One more time, and let's see if I can make this clear. One can do what one wants with the original recording. One can play it (but not in public), resell it, give it away, throw it away or rip it *for one's own personal use*. The one thing one can not do is keep the ripped copy of a CD or a track and then dispose of the original, or vice versa. It's neither legal or ethical to make copies of a CD, Redbook or otherwise (think "Enhanced" CDs), and sell them or give them away. Likewise. it's neither legal or ethical to make any kind of a copy of a recording and then sell or give away the original. Possession of the original is one's license for "fair-use" of the copy. If one doesn't have the original, one can't have a copy, no matter how one came by it.

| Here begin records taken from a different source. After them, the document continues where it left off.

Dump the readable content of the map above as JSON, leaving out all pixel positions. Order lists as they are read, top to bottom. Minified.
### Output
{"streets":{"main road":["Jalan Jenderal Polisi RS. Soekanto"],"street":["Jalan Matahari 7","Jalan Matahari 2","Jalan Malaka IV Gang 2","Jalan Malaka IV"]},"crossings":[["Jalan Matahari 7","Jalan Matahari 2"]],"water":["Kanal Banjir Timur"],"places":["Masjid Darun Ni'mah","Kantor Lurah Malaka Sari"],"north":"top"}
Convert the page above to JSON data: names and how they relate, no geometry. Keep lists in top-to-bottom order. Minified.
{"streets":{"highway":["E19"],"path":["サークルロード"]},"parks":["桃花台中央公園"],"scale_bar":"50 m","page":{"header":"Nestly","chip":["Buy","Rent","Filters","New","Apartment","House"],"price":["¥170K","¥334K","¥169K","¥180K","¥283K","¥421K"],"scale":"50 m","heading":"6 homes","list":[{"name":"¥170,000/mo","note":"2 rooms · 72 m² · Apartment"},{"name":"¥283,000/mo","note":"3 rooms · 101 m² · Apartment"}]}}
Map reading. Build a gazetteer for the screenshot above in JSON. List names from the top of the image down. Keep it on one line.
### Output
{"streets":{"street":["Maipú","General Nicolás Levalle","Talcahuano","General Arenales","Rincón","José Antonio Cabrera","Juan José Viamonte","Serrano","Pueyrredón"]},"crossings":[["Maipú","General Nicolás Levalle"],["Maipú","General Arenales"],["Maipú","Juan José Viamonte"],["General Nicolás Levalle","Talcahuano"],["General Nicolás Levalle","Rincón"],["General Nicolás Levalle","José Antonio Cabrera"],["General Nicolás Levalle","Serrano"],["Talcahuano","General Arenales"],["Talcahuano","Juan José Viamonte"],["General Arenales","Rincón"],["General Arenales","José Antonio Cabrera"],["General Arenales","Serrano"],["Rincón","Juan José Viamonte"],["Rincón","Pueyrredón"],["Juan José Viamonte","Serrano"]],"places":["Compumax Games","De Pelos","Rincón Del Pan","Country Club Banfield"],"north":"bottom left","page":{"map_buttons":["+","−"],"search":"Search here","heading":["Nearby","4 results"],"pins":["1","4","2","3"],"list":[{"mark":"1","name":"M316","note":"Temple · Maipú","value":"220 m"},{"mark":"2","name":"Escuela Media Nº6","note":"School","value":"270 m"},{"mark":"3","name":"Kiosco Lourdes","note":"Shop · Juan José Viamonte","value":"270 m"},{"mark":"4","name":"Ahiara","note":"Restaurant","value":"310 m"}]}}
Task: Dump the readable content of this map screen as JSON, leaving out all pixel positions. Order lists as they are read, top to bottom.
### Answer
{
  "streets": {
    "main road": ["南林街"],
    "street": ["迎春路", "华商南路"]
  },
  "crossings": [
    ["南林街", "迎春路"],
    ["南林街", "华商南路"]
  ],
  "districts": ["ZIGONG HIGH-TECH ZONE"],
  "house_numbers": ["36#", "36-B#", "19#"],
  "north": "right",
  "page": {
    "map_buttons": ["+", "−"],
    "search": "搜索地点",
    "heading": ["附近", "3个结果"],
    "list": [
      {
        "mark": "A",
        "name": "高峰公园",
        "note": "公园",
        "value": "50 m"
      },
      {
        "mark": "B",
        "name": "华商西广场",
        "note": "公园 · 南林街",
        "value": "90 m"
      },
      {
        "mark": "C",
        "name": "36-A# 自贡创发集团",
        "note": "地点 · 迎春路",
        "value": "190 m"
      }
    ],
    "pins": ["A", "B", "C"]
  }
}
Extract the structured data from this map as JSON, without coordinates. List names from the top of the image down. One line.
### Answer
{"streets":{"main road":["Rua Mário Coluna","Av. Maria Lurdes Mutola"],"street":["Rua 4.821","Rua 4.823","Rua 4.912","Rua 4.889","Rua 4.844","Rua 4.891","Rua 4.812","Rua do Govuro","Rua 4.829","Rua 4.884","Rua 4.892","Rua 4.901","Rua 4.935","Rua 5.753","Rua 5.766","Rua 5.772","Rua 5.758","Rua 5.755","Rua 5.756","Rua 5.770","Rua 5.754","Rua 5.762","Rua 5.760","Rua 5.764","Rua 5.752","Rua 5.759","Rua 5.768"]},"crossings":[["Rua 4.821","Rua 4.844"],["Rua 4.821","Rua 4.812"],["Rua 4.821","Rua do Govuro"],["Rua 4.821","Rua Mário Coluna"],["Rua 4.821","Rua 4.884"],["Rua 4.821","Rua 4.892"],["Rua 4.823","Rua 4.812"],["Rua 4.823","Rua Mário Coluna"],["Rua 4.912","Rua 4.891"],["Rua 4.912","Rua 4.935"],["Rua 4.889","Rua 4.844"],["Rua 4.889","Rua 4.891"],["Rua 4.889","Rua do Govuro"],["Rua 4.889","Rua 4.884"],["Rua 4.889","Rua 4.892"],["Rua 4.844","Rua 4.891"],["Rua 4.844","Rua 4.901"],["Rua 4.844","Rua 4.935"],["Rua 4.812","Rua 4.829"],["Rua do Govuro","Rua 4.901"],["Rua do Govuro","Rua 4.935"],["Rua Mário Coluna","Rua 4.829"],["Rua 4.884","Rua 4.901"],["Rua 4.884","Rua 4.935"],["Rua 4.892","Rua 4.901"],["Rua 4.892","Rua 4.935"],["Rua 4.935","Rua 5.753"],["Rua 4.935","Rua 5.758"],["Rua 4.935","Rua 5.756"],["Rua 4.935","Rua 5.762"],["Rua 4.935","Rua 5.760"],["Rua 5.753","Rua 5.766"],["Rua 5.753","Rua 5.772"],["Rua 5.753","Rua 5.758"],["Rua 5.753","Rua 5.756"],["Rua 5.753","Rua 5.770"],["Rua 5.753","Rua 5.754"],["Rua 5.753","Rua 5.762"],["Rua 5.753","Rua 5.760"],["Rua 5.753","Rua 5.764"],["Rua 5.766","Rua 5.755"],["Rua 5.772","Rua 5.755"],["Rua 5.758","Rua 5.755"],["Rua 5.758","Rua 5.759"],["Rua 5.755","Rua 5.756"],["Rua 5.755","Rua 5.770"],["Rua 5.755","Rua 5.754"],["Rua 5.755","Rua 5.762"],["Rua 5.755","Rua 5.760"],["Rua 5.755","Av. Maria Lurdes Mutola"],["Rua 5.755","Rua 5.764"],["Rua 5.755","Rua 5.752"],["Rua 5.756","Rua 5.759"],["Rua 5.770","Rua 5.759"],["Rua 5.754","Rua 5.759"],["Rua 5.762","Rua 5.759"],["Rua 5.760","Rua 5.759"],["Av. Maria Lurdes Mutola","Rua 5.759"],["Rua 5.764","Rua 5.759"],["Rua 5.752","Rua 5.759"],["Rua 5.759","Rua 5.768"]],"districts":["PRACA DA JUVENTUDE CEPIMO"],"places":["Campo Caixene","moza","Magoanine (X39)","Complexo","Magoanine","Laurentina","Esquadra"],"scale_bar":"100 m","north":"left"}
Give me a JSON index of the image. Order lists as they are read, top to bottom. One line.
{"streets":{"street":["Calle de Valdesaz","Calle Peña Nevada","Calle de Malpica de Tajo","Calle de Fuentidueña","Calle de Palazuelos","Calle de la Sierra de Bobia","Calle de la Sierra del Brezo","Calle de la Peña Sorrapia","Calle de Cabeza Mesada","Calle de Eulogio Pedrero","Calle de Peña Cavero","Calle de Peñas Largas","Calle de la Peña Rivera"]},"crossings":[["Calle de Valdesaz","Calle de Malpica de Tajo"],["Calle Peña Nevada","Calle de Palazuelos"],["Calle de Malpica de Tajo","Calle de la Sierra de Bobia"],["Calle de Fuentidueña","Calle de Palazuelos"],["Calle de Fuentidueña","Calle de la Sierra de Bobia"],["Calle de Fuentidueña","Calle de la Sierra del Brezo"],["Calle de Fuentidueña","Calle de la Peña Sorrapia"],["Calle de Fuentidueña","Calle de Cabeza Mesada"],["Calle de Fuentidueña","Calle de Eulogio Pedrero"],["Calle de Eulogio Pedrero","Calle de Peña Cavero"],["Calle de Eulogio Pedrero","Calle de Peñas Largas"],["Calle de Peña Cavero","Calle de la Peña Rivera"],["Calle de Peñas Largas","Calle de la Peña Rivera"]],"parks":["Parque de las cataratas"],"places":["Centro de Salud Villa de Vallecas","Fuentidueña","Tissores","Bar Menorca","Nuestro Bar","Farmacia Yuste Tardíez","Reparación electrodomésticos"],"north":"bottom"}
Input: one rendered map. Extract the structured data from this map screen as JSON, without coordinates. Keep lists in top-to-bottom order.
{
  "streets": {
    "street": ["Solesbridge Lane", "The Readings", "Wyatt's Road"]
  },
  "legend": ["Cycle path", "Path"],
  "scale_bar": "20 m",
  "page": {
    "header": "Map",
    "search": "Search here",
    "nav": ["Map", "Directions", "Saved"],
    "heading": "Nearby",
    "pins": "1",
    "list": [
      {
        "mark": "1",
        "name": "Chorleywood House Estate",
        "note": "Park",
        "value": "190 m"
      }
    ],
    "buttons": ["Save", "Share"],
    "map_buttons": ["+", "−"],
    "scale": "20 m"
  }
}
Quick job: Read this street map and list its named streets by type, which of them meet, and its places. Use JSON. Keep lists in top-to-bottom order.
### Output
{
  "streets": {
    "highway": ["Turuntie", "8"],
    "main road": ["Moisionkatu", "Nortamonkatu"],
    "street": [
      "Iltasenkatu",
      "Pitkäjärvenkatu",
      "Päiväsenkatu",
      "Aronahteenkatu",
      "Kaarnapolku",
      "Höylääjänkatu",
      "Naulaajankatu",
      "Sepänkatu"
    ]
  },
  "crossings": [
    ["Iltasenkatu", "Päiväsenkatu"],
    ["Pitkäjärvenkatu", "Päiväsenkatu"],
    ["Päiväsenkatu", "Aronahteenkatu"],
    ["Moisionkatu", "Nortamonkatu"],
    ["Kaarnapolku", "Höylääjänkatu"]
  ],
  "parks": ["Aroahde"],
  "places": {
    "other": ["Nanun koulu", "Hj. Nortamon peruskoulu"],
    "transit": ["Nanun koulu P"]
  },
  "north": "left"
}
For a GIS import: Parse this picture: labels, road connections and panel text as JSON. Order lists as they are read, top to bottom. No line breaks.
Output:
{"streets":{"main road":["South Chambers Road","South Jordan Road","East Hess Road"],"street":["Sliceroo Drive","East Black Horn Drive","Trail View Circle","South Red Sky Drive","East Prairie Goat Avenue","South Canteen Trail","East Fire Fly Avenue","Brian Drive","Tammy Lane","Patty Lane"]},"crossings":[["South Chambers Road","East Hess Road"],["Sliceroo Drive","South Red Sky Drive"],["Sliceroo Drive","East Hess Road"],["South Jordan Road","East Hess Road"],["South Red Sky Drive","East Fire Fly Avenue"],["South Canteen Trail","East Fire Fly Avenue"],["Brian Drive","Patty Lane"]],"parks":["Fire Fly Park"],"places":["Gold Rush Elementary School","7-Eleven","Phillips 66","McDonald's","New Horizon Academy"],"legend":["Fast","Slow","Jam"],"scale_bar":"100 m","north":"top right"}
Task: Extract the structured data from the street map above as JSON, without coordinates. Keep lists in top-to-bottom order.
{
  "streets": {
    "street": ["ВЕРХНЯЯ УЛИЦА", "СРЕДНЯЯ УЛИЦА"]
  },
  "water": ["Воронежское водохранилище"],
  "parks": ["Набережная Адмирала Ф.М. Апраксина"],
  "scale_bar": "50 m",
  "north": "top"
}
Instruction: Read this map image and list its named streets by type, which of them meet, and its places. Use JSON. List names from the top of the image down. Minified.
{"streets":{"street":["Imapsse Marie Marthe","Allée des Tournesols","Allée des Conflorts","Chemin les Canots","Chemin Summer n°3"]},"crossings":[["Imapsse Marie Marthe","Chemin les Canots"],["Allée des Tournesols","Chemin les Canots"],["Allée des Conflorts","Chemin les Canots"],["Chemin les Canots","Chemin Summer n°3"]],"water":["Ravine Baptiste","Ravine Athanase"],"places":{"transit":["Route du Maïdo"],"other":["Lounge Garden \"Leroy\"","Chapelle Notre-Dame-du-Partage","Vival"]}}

It's not at all like selling or giving away a used bicycle. You haven't duplicated the bike. If one starts exactly duplicating the bike, and potentially violating associated patents and trademarks, and then giving away or selling the duplicates of the bike, you'll then have a similar situation, and a potential legal problem. It's the same with recordings. It is absolutely illegal and unethical to give away that burned duplicate of a CD. Playing the duplicate in your car makes no difference. You don't own the music on that duplicate CD to give away. The Grateful Dead can do what they want, but most people in the music industry aren't in the position or of the disposition to be so generous.
Copyright law can be bizarrely complex, and highly lawyered. But the basics are pretty straightforward, and fair to all.
BTW, whether or not a ripped copy of a CD sounds better/different/worse than the original will certainly have much to do with the format it's ripped to and then what hardware is used for playback. An mp3, especially at a low bit rate, played through some cheap USB arrangement won't sound nearly as good as a WAV file that is an exact duplicate of the original and then played through a high-end system.